### Exercise directions
In the entries below, some lines contain "Tadeu"; work out how many and answer with the figure only.

### Extracted data entries
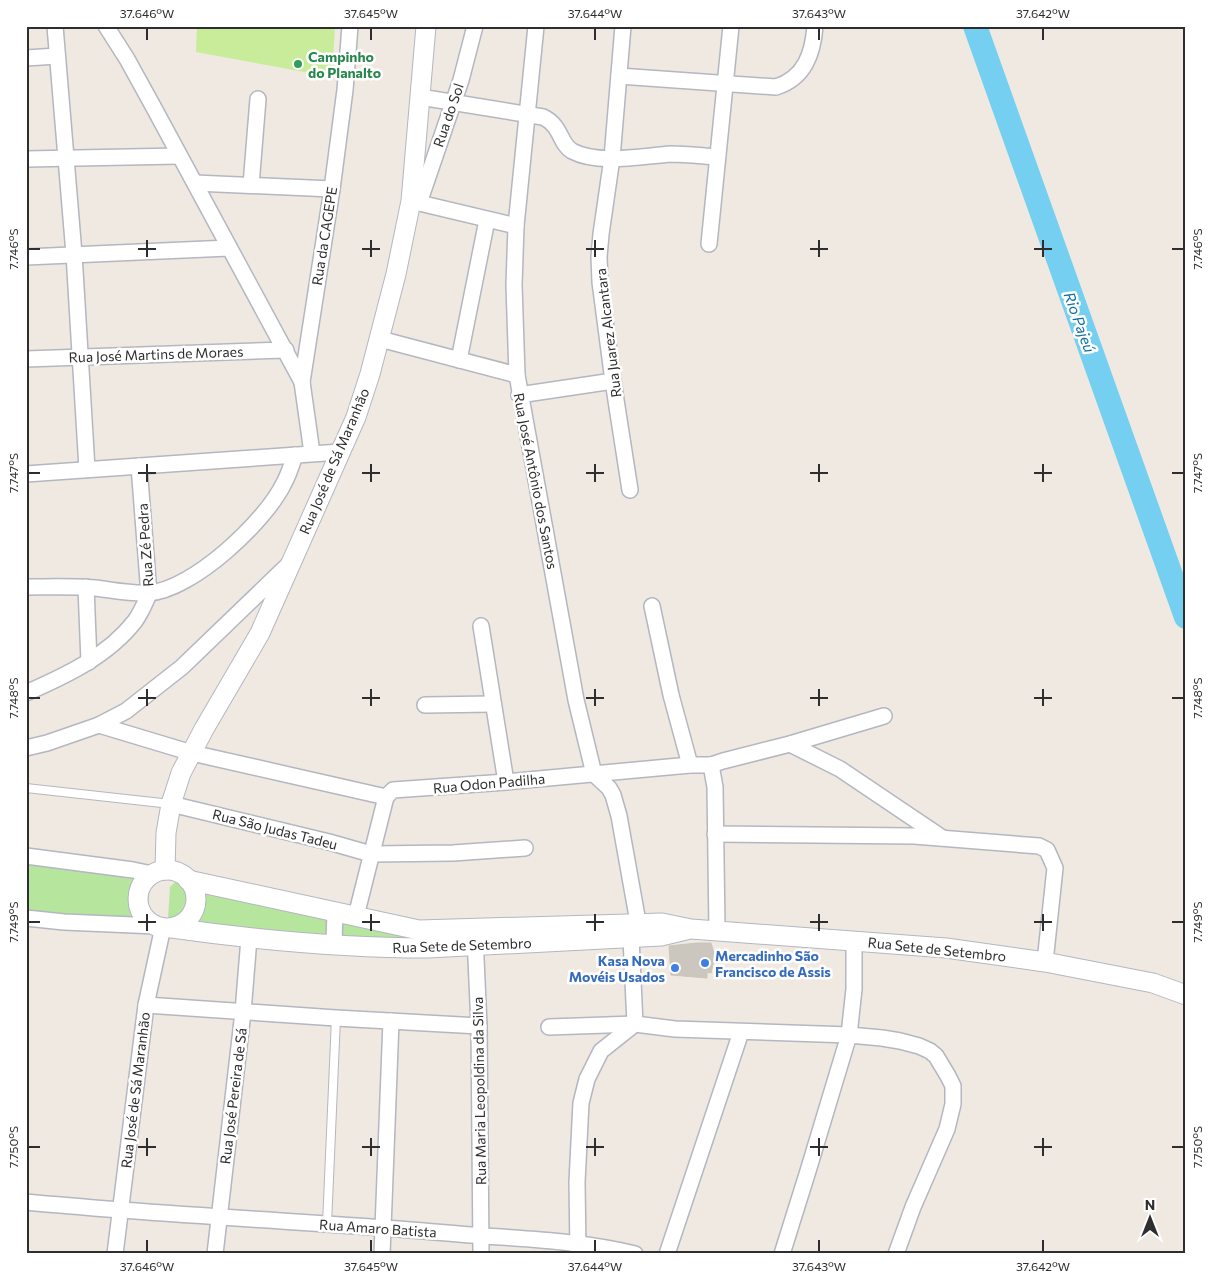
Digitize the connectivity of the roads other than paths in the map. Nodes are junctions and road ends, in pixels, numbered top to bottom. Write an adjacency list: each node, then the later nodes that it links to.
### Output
1 (55, 26): 10 (street)
2 (106, 26): 18 (street)
3 (350, 26): 25 (street, Rua da CAGEPE)
4 (426, 26): 14 (street, Rua José de Sá Maranhão)
5 (475, 26): 16 (street, Rua do Sol)
6 (536, 26): 17 (street, Rua José Antônio dos Santos)
7 (623, 26): 12 (street, Rua Juarez Alcantara)
8 (731, 26): 13 (street)
9 (815, 26): 13 (street)
10 (57, 56): 11 (street); 20 (street)
11 (26, 58)
12 (619, 76): 13 (street); 21 (street, Rua Juarez Alcantara)
13 (725, 84): 19 (street)
14 (420, 97): 16 (street); 26 (street, Rua José de Sá Maranhão)
15 (258, 99): 24 (street)
16 (453, 104): 17 (street); 26 (street, Rua do Sol)
17 (527, 116): 21 (street); 28 (street, Rua José Antônio dos Santos)
18 (178, 156): 20 (street); 23 (street)
19 (717, 157): 21 (street); 29 (street)
20 (65, 158): 22 (street); 31 (street)
21 (612, 158): 39 (street, Rua Juarez Alcantara)
22 (26, 159)
23 (195, 183): 24 (street); 30 (street)
24 (251, 184): 25 (street)
25 (332, 189): 40 (street, Rua da CAGEPE)
26 (415, 202): 27 (street); 33 (street, Rua José de Sá Maranhão)
27 (487, 220): 28 (street); 37 (street)
28 (516, 226): 38 (street, Rua José Antônio dos Santos)
29 (709, 244)
30 (229, 248): 31 (street); 34 (street)
31 (74, 254): 32 (street); 35 (street)
32 (26, 257)
33 (380, 339): 37 (street); 42 (street, Rua José de Sá Maranhão)
34 (286, 350): 35 (street, Rua José Martins de Moraes); 40 (street)
35 (80, 357): 36 (street, Rua José Martins de Moraes); 46 (street)
36 (26, 359)
37 (459, 360): 38 (street)
38 (516, 375): 41 (street, Rua José Antônio dos Santos)
39 (613, 381): 41 (street); 48 (street, Rua Juarez Alcantara)
40 (302, 382): 43 (street)
41 (520, 395): 66 (street, Rua José Antônio dos Santos)
42 (340, 452): 43 (street); 49 (street, Rua José de Sá Maranhão)
43 (312, 453): 44 (street)
44 (295, 455): 45 (street); 52 (street)
45 (139, 466): 46 (street); 52 (street, Rua Zé Pedra)
46 (87, 469): 47 (street)
47 (28, 472)
48 (630, 490)
49 (291, 562): 60 (street); 63 (street, Rua José de Sá Maranhão)
50 (26, 587): 51 (street)
51 (86, 587): 52 (street); 55 (street)
52 (149, 594): 55 (street)
53 (652, 606): 64 (street)
54 (481, 626): 57 (street)
55 (89, 662): 56 (street)
56 (26, 693)
57 (493, 704): 58 (street); 67 (street)
58 (425, 705)
59 (884, 716): 61 (street, Rua Odon Padilha)
60 (98, 725): 62 (street); 63 (street)
61 (790, 744): 65 (street, Rua Odon Padilha); 72 (street)
62 (26, 748)
63 (192, 752): 69 (street); 70 (street, Rua José de Sá Maranhão)
64 (690, 765): 65 (street, Rua Odon Padilha); 66 (street, Rua Odon Padilha)
65 (711, 765): 71 (street)
66 (594, 774): 67 (street, Rua Odon Padilha); 82 (street)
67 (506, 782): 69 (street, Rua Odon Padilha)
68 (26, 788): 70 (lane, Rua São Judas Tadeu)
69 (386, 797): 74 (street)
70 (171, 804): 74 (street, Rua São Judas Tadeu); 76 (street, Rua José de Sá Maranhão)
71 (715, 834): 72 (street); 83 (street)
72 (942, 837): 89 (street)
73 (525, 848): 74 (street, Rua São Judas Tadeu)
74 (371, 854): 79 (street)
75 (26, 856): 76 (street)
76 (158, 872): 77 (street); 81 (street)
77 (188, 880): 78 (street, Rua Sete de Setembro); 81 (street)
78 (335, 911): 79 (street, Rua Sete de Setembro); 88 (street)
79 (356, 916): 86 (street, Rua Sete de Setembro)
80 (26, 918): 81 (street)
81 (164, 927): 85 (street, Rua Sete de Setembro); 91 (street, Rua José de Sá Maranhão)
82 (634, 930): 83 (street, Rua Sete de Setembro); 84 (street, Rua Sete de Setembro); 95 (street)
83 (717, 930): 87 (street, Rua Sete de Setembro)
84 (475, 937): 86 (street, Rua Sete de Setembro); 96 (street, Rua Maria Leopoldina da Silva)
85 (249, 938): 88 (street, Rua Sete de Setembro); 92 (street, Rua José Pereira de Sá)
86 (428, 939): 88 (street, Rua Sete de Setembro)
87 (854, 940): 89 (street, Rua Sete de Setembro); 99 (street)
88 (334, 944)
89 (1045, 962): 90 (street, Rua Sete de Setembro)
90 (1183, 994)
91 (146, 1004): 92 (street); 101 (street, Rua José de Sá Maranhão)
92 (244, 1012): 93 (street); 102 (street, Rua José Pereira de Sá)
93 (336, 1018): 94 (street); 103 (lane)
94 (391, 1021): 96 (street); 104 (street)
95 (635, 1024): 97 (street); 98 (street); 106 (street)
96 (479, 1026): 105 (street, Rua Maria Leopoldina da Silva)
97 (549, 1027)
98 (740, 1032): 99 (street); 112 (street)
99 (849, 1035): 113 (street); 114 (street)
100 (26, 1202): 101 (street, Rua Amaro Batista)
101 (120, 1210): 102 (street, Rua Amaro Batista); 107 (street, Rua José de Sá Maranhão)
102 (219, 1216): 103 (street, Rua Amaro Batista); 108 (street, Rua José Pereira de Sá)
103 (327, 1224): 104 (street, Rua Amaro Batista)
104 (382, 1227): 105 (street, Rua Amaro Batista); 109 (street)
105 (481, 1236): 106 (street, Rua Amaro Batista); 110 (street, Rua Maria Leopoldina da Silva)
106 (578, 1249): 111 (street, Rua Amaro Batista)
107 (115, 1254)
108 (215, 1254)
109 (382, 1254)
110 (481, 1254)
111 (635, 1254)
112 (667, 1254)
113 (782, 1254)
114 (896, 1254)

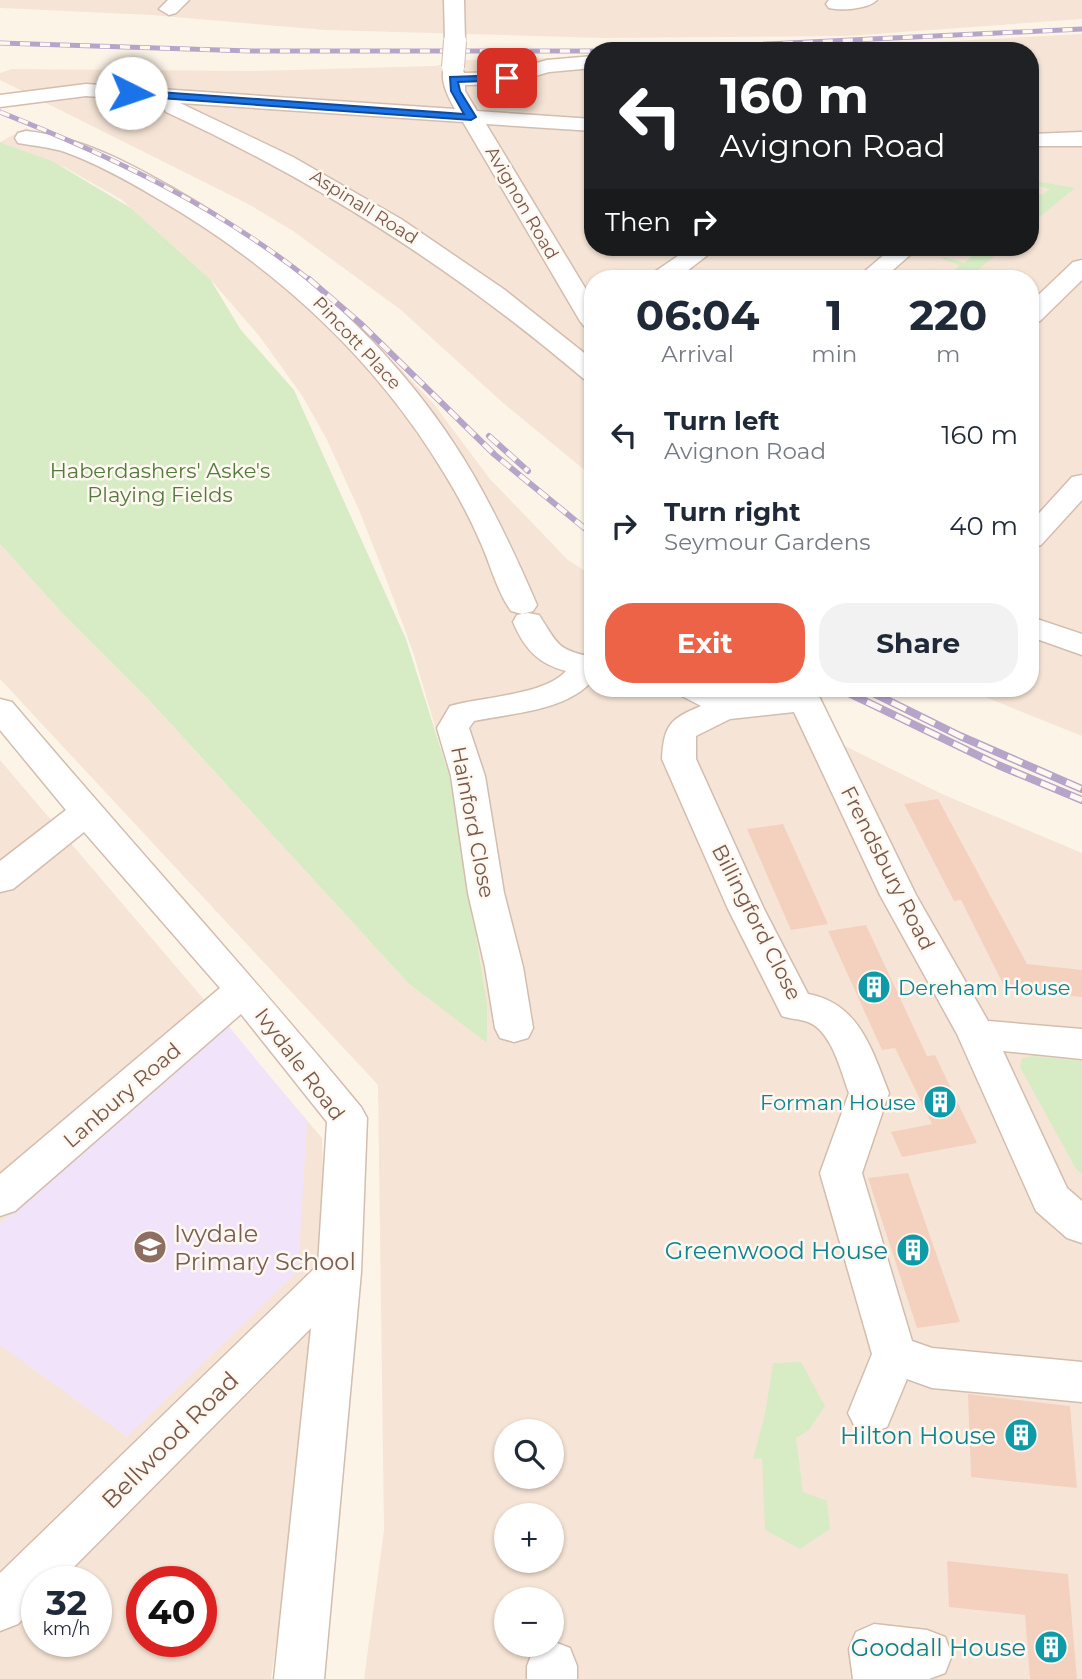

### Solution to the exercise
3